--- Excerpted data Enclosed Below ---
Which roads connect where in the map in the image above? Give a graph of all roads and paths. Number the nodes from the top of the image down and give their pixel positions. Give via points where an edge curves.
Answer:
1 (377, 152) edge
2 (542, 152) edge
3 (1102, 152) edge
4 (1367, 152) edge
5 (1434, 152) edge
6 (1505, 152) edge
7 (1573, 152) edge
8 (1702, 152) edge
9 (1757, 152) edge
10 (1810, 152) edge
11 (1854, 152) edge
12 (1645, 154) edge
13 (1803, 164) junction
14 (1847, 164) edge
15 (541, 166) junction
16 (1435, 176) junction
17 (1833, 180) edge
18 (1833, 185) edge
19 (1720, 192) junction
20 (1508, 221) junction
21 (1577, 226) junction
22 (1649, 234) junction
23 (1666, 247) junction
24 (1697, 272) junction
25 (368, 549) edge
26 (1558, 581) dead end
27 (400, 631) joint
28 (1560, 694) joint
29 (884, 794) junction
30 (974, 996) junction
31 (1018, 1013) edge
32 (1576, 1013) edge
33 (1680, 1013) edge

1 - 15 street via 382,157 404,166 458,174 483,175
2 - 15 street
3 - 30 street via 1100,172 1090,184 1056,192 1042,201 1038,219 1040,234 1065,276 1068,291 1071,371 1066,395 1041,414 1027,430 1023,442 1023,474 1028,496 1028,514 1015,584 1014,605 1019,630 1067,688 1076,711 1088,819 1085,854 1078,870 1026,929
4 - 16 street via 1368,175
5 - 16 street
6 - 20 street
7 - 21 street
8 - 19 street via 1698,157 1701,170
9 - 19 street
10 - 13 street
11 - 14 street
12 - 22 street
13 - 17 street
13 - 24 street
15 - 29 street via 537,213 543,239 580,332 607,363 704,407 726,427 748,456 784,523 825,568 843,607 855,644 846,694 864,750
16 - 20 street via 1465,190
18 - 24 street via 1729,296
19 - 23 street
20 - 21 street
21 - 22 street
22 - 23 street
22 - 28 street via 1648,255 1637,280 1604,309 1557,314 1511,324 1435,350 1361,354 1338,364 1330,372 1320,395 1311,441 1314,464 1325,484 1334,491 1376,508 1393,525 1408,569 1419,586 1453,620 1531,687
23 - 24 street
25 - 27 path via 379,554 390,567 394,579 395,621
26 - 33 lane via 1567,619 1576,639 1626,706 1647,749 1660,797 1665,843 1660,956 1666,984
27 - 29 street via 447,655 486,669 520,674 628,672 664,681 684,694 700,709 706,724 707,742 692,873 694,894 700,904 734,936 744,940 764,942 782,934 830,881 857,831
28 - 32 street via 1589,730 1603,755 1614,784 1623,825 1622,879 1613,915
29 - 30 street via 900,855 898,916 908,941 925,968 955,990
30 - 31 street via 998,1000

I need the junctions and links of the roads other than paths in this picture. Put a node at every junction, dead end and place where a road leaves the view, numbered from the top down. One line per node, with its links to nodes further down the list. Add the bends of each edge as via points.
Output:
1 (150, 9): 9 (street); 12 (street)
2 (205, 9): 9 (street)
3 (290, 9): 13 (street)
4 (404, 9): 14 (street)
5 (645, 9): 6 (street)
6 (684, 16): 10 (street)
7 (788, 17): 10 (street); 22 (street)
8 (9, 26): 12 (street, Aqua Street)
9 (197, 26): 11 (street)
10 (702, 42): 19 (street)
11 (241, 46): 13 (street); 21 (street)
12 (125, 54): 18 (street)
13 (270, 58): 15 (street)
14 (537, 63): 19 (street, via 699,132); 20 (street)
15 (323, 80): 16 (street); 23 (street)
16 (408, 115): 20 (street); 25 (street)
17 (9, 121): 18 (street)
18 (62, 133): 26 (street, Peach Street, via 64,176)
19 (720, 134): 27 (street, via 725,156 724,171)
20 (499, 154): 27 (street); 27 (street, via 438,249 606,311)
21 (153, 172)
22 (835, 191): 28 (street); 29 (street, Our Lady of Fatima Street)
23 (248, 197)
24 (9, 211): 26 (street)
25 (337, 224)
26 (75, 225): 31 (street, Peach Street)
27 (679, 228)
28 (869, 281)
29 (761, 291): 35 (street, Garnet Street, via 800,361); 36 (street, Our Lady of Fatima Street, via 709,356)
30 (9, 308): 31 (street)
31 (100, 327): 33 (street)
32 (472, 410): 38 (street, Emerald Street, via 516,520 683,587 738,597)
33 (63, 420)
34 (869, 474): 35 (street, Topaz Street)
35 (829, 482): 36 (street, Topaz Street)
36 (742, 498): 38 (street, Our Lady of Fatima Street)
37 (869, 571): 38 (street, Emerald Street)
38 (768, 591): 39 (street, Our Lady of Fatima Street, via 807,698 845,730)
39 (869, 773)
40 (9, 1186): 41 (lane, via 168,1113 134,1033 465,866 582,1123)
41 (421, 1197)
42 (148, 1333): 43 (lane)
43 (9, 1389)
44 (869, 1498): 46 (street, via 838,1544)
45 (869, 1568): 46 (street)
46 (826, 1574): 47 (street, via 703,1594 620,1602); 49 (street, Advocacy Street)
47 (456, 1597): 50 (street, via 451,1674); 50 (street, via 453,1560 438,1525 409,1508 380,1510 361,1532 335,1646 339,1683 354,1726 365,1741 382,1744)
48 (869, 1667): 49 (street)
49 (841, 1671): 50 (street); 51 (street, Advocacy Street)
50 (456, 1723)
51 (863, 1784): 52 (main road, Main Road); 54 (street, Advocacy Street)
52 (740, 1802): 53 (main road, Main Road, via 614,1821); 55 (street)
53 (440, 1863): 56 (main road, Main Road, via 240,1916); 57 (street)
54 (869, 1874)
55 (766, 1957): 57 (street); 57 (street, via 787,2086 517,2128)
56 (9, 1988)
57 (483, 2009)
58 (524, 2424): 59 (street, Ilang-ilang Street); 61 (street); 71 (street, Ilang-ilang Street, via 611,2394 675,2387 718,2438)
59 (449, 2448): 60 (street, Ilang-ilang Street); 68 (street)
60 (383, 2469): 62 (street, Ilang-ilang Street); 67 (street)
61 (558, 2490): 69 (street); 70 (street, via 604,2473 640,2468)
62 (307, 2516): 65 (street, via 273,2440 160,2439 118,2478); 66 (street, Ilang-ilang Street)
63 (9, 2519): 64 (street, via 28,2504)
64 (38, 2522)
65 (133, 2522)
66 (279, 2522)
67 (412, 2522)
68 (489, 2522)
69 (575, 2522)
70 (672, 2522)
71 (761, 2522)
--- End of Enclosed Excerpted data ---
# Directions
Start to finish, output the whole listing exactly.

# Result of the task
Which roads connect where in the map in the image above? Give a graph of all roads and paths. Number the nodes from the top of the image down and give their pixel positions. Give via points where an edge curves.
Answer:
1 (377, 152) edge
2 (542, 152) edge
3 (1102, 152) edge
4 (1367, 152) edge
5 (1434, 152) edge
6 (1505, 152) edge
7 (1573, 152) edge
8 (1702, 152) edge
9 (1757, 152) edge
10 (1810, 152) edge
11 (1854, 152) edge
12 (1645, 154) edge
13 (1803, 164) junction
14 (1847, 164) edge
15 (541, 166) junction
16 (1435, 176) junction
17 (1833, 180) edge
18 (1833, 185) edge
19 (1720, 192) junction
20 (1508, 221) junction
21 (1577, 226) junction
22 (1649, 234) junction
23 (1666, 247) junction
24 (1697, 272) junction
25 (368, 549) edge
26 (1558, 581) dead end
27 (400, 631) joint
28 (1560, 694) joint
29 (884, 794) junction
30 (974, 996) junction
31 (1018, 1013) edge
32 (1576, 1013) edge
33 (1680, 1013) edge

1 - 15 street via 382,157 404,166 458,174 483,175
2 - 15 street
3 - 30 street via 1100,172 1090,184 1056,192 1042,201 1038,219 1040,234 1065,276 1068,291 1071,371 1066,395 1041,414 1027,430 1023,442 1023,474 1028,496 1028,514 1015,584 1014,605 1019,630 1067,688 1076,711 1088,819 1085,854 1078,870 1026,929
4 - 16 street via 1368,175
5 - 16 street
6 - 20 street
7 - 21 street
8 - 19 street via 1698,157 1701,170
9 - 19 street
10 - 13 street
11 - 14 street
12 - 22 street
13 - 17 street
13 - 24 street
15 - 29 street via 537,213 543,239 580,332 607,363 704,407 726,427 748,456 784,523 825,568 843,607 855,644 846,694 864,750
16 - 20 street via 1465,190
18 - 24 street via 1729,296
19 - 23 street
20 - 21 street
21 - 22 street
22 - 23 street
22 - 28 street via 1648,255 1637,280 1604,309 1557,314 1511,324 1435,350 1361,354 1338,364 1330,372 1320,395 1311,441 1314,464 1325,484 1334,491 1376,508 1393,525 1408,569 1419,586 1453,620 1531,687
23 - 24 street
25 - 27 path via 379,554 390,567 394,579 395,621
26 - 33 lane via 1567,619 1576,639 1626,706 1647,749 1660,797 1665,843 1660,956 1666,984
27 - 29 street via 447,655 486,669 520,674 628,672 664,681 684,694 700,709 706,724 707,742 692,873 694,894 700,904 734,936 744,940 764,942 782,934 830,881 857,831
28 - 32 street via 1589,730 1603,755 1614,784 1623,825 1622,879 1613,915
29 - 30 street via 900,855 898,916 908,941 925,968 955,990
30 - 31 street via 998,1000

I need the junctions and links of the roads other than paths in this picture. Put a node at every junction, dead end and place where a road leaves the view, numbered from the top down. One line per node, with its links to nodes further down the list. Add the bends of each edge as via points.
Output:
1 (150, 9): 9 (street); 12 (street)
2 (205, 9): 9 (street)
3 (290, 9): 13 (street)
4 (404, 9): 14 (street)
5 (645, 9): 6 (street)
6 (684, 16): 10 (street)
7 (788, 17): 10 (street); 22 (street)
8 (9, 26): 12 (street, Aqua Street)
9 (197, 26): 11 (street)
10 (702, 42): 19 (street)
11 (241, 46): 13 (street); 21 (street)
12 (125, 54): 18 (street)
13 (270, 58): 15 (street)
14 (537, 63): 19 (street, via 699,132); 20 (street)
15 (323, 80): 16 (street); 23 (street)
16 (408, 115): 20 (street); 25 (street)
17 (9, 121): 18 (street)
18 (62, 133): 26 (street, Peach Street, via 64,176)
19 (720, 134): 27 (street, via 725,156 724,171)
20 (499, 154): 27 (street); 27 (street, via 438,249 606,311)
21 (153, 172)
22 (835, 191): 28 (street); 29 (street, Our Lady of Fatima Street)
23 (248, 197)
24 (9, 211): 26 (street)
25 (337, 224)
26 (75, 225): 31 (street, Peach Street)
27 (679, 228)
28 (869, 281)
29 (761, 291): 35 (street, Garnet Street, via 800,361); 36 (street, Our Lady of Fatima Street, via 709,356)
30 (9, 308): 31 (street)
31 (100, 327): 33 (street)
32 (472, 410): 38 (street, Emerald Street, via 516,520 683,587 738,597)
33 (63, 420)
34 (869, 474): 35 (street, Topaz Street)
35 (829, 482): 36 (street, Topaz Street)
36 (742, 498): 38 (street, Our Lady of Fatima Street)
37 (869, 571): 38 (street, Emerald Street)
38 (768, 591): 39 (street, Our Lady of Fatima Street, via 807,698 845,730)
39 (869, 773)
40 (9, 1186): 41 (lane, via 168,1113 134,1033 465,866 582,1123)
41 (421, 1197)
42 (148, 1333): 43 (lane)
43 (9, 1389)
44 (869, 1498): 46 (street, via 838,1544)
45 (869, 1568): 46 (street)
46 (826, 1574): 47 (street, via 703,1594 620,1602); 49 (street, Advocacy Street)
47 (456, 1597): 50 (street, via 451,1674); 50 (street, via 453,1560 438,1525 409,1508 380,1510 361,1532 335,1646 339,1683 354,1726 365,1741 382,1744)
48 (869, 1667): 49 (street)
49 (841, 1671): 50 (street); 51 (street, Advocacy Street)
50 (456, 1723)
51 (863, 1784): 52 (main road, Main Road); 54 (street, Advocacy Street)
52 (740, 1802): 53 (main road, Main Road, via 614,1821); 55 (street)
53 (440, 1863): 56 (main road, Main Road, via 240,1916); 57 (street)
54 (869, 1874)
55 (766, 1957): 57 (street); 57 (street, via 787,2086 517,2128)
56 (9, 1988)
57 (483, 2009)
58 (524, 2424): 59 (street, Ilang-ilang Street); 61 (street); 71 (street, Ilang-ilang Street, via 611,2394 675,2387 718,2438)
59 (449, 2448): 60 (street, Ilang-ilang Street); 68 (street)
60 (383, 2469): 62 (street, Ilang-ilang Street); 67 (street)
61 (558, 2490): 69 (street); 70 (street, via 604,2473 640,2468)
62 (307, 2516): 65 (street, via 273,2440 160,2439 118,2478); 66 (street, Ilang-ilang Street)
63 (9, 2519): 64 (street, via 28,2504)
64 (38, 2522)
65 (133, 2522)
66 (279, 2522)
67 (412, 2522)
68 (489, 2522)
69 (575, 2522)
70 (672, 2522)
71 (761, 2522)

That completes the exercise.